### Material for the task
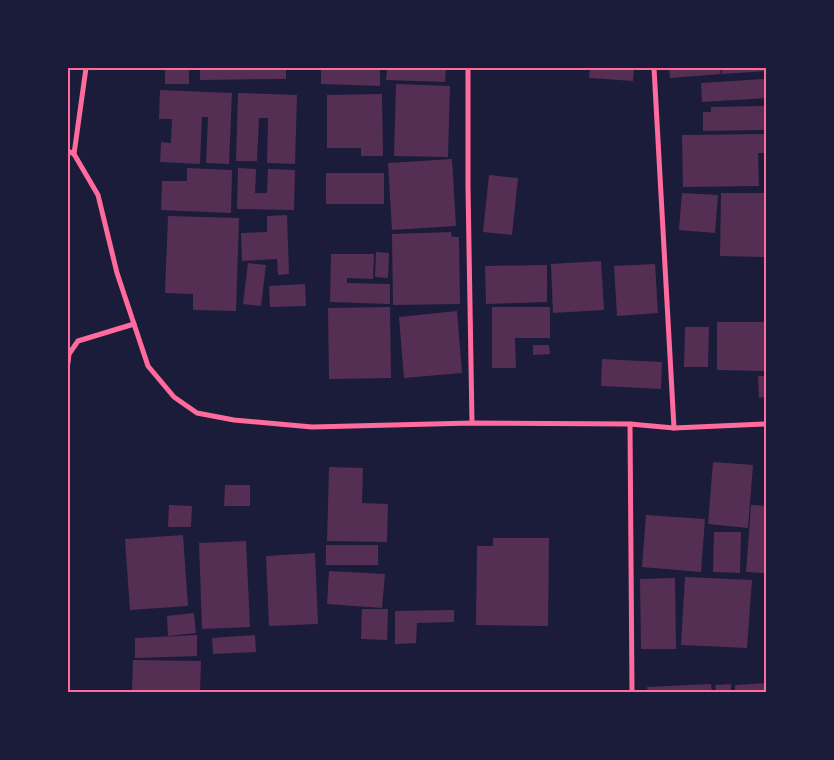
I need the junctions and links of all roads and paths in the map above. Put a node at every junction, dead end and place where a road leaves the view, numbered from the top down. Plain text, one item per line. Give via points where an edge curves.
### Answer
1 (86, 68) edge
2 (468, 68) edge
3 (654, 68) edge
4 (68, 151) edge
5 (74, 154) junction
6 (134, 324) junction
7 (68, 363) edge
8 (472, 423) junction
9 (630, 424) junction
10 (766, 424) edge
11 (674, 428) junction
12 (632, 692) edge

1 - 5 street
2 - 8 street
3 - 11 street
4 - 5 street
5 - 6 street via 98,196 117,273
6 - 7 street via 78,341 69,354
6 - 8 street via 148,366 174,397 197,412 234,420 312,427
8 - 9 street
9 - 11 street
9 - 12 street
10 - 11 street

### Exercise objective
Repeat the records word for word and drop any pictures.

### Completed task
I need the junctions and links of all roads and paths in the map above. Put a node at every junction, dead end and place where a road leaves the view, numbered from the top down. Plain text, one item per line. Give via points where an edge curves.
### Answer
1 (86, 68) edge
2 (468, 68) edge
3 (654, 68) edge
4 (68, 151) edge
5 (74, 154) junction
6 (134, 324) junction
7 (68, 363) edge
8 (472, 423) junction
9 (630, 424) junction
10 (766, 424) edge
11 (674, 428) junction
12 (632, 692) edge

1 - 5 street
2 - 8 street
3 - 11 street
4 - 5 street
5 - 6 street via 98,196 117,273
6 - 7 street via 78,341 69,354
6 - 8 street via 148,366 174,397 197,412 234,420 312,427
8 - 9 street
9 - 11 street
9 - 12 street
10 - 11 street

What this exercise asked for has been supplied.